PROBLEM
From the entries that follow, copy every line with the word "font".

PROVIDED DATA
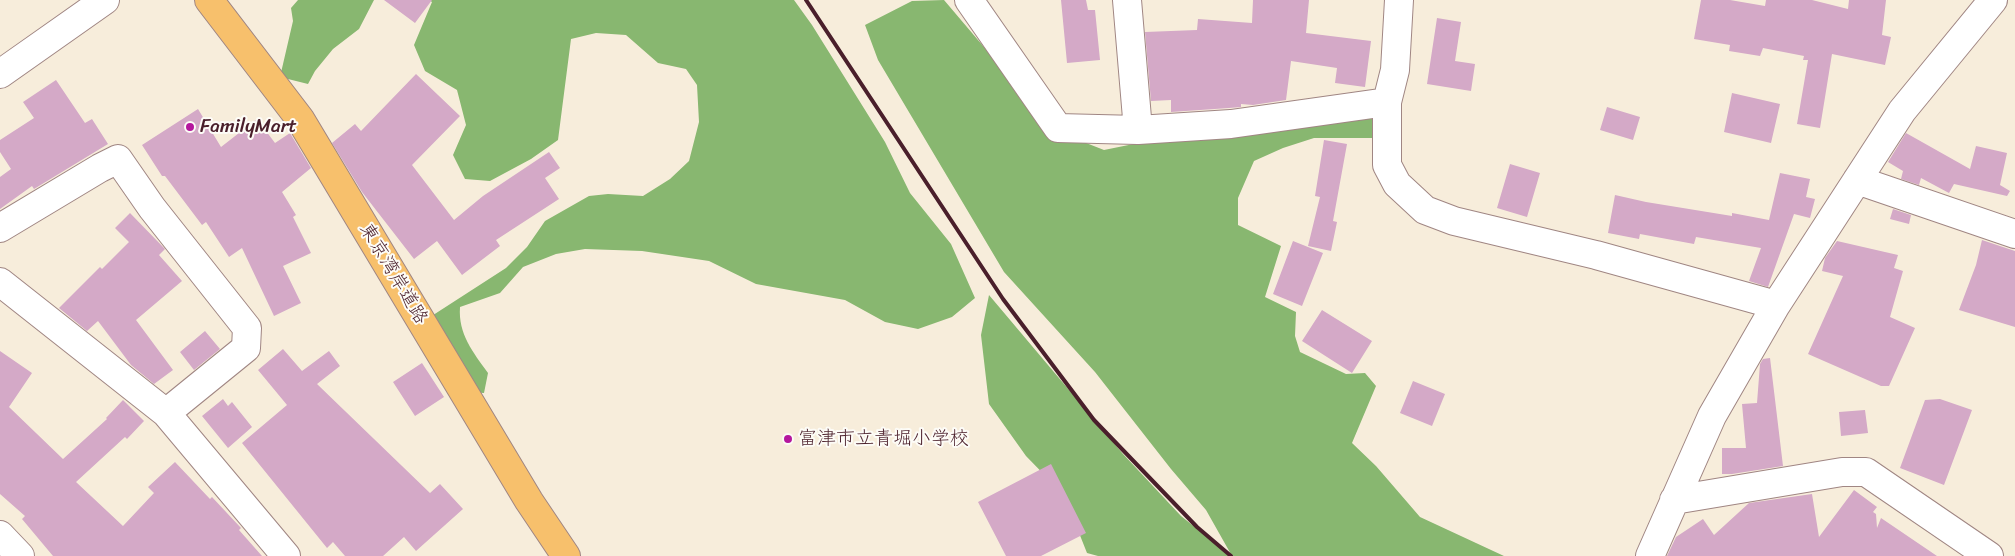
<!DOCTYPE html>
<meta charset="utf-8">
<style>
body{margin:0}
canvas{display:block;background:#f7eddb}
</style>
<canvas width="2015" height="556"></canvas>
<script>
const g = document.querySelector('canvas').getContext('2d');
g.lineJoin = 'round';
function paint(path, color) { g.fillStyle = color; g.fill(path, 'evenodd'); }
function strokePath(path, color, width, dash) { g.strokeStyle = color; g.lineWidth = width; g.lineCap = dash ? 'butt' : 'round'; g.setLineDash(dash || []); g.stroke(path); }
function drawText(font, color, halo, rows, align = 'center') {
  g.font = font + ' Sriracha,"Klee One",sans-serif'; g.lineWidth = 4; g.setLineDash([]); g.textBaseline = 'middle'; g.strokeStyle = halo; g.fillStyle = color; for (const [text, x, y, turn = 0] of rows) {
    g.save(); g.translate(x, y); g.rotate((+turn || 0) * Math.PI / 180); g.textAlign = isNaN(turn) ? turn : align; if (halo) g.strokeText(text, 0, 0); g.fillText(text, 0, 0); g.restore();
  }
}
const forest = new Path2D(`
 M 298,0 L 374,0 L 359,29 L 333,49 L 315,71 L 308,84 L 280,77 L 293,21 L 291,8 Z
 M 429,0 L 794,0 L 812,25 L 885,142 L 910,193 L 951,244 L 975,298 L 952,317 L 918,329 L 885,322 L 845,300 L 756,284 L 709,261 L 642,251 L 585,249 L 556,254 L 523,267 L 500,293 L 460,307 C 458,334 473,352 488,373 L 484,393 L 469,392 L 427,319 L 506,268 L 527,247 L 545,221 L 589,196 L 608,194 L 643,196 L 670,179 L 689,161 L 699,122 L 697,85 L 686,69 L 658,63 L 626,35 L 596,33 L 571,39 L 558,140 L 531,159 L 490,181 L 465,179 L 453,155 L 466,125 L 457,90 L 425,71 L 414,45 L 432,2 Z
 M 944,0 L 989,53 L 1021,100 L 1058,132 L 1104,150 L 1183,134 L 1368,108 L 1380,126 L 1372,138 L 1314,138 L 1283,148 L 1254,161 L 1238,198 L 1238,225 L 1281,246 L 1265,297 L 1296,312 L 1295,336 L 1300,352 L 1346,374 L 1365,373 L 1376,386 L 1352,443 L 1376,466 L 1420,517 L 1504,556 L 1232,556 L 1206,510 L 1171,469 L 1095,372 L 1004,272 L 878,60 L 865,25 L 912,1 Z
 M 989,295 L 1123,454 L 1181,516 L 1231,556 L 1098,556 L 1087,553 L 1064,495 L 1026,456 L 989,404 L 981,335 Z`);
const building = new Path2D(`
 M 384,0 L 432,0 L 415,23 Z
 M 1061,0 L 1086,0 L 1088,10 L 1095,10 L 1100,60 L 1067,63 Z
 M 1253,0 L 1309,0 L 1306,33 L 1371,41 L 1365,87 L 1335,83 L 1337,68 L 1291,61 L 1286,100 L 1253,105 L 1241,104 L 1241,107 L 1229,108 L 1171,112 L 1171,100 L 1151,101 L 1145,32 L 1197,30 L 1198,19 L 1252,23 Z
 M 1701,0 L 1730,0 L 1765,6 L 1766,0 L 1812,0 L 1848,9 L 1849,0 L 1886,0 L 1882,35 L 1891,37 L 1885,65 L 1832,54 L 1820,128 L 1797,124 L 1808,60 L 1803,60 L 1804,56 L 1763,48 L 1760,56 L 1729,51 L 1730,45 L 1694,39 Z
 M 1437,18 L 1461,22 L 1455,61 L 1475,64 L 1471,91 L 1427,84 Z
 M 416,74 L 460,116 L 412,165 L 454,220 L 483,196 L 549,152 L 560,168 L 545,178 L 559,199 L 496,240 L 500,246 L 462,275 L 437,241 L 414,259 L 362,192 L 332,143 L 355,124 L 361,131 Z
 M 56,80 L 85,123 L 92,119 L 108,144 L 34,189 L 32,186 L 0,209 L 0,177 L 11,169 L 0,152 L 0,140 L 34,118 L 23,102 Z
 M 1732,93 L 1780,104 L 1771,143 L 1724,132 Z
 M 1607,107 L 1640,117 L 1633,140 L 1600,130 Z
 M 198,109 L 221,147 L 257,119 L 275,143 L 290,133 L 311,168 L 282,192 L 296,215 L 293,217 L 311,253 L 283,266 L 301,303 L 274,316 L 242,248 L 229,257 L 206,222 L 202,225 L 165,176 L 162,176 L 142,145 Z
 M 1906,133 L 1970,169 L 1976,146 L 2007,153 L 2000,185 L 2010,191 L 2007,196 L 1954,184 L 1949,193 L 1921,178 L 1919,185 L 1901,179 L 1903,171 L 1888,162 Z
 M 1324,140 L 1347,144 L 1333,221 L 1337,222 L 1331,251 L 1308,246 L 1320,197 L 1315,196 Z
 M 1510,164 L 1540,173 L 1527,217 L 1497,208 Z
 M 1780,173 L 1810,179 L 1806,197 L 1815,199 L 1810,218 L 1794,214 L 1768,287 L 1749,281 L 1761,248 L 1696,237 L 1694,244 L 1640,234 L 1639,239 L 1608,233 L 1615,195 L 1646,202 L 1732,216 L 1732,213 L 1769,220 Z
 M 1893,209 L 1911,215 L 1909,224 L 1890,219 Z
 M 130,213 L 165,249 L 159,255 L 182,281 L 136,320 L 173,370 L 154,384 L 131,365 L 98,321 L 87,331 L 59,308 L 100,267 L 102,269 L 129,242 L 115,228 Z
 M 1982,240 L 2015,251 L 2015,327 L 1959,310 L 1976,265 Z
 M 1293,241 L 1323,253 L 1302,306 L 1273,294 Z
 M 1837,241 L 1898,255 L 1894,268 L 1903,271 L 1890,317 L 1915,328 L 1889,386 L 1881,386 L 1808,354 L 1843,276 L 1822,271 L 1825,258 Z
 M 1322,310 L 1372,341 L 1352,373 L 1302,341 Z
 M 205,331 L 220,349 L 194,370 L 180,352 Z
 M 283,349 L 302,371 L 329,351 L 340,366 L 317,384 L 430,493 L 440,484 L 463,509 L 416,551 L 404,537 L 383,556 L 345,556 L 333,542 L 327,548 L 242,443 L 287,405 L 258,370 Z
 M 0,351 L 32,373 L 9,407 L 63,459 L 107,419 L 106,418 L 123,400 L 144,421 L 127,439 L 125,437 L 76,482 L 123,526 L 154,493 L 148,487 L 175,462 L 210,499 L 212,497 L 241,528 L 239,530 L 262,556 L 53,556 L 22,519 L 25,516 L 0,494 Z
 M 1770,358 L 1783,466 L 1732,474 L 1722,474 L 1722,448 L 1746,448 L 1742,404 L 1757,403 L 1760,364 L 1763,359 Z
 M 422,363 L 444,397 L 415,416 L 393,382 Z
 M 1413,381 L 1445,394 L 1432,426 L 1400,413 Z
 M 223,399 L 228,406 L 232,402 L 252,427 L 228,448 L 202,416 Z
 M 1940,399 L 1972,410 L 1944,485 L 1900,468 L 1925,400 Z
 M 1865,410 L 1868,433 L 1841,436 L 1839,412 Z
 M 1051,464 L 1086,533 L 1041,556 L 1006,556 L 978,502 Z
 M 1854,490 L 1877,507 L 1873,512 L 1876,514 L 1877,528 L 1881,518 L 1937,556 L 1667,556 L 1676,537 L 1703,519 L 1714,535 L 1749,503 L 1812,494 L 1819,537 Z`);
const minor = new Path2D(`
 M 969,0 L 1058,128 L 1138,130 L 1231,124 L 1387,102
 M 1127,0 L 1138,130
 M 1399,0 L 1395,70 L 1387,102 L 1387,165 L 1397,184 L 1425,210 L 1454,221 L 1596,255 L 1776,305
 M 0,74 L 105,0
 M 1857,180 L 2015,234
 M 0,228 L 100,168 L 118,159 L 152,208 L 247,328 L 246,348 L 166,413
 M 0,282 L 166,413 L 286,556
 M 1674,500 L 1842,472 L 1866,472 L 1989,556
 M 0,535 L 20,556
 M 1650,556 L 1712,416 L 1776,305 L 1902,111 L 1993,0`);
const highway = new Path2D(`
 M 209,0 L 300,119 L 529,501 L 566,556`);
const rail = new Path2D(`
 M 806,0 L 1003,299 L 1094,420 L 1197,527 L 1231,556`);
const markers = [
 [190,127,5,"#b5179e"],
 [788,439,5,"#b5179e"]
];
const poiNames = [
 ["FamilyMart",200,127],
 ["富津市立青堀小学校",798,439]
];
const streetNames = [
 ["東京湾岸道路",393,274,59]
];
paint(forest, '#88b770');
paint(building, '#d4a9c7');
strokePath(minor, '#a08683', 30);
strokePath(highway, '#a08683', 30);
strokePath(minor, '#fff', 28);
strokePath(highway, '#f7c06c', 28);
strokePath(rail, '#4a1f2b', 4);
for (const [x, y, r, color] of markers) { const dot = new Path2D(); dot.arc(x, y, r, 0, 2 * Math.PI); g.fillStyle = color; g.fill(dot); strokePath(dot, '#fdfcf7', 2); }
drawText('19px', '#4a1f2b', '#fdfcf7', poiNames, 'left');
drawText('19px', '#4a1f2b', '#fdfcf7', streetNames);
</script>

ANSWER AREA
function drawText(font, color, halo, rows, align = 'center') {
  g.font = font + ' Sriracha,"Klee One",sans-serif'; g.lineWidth = 4; g.setLineDash([]); g.textBaseline = 'middle'; g.strokeStyle = halo; g.fillStyle = color; for (const [text, x, y, turn = 0] of rows) {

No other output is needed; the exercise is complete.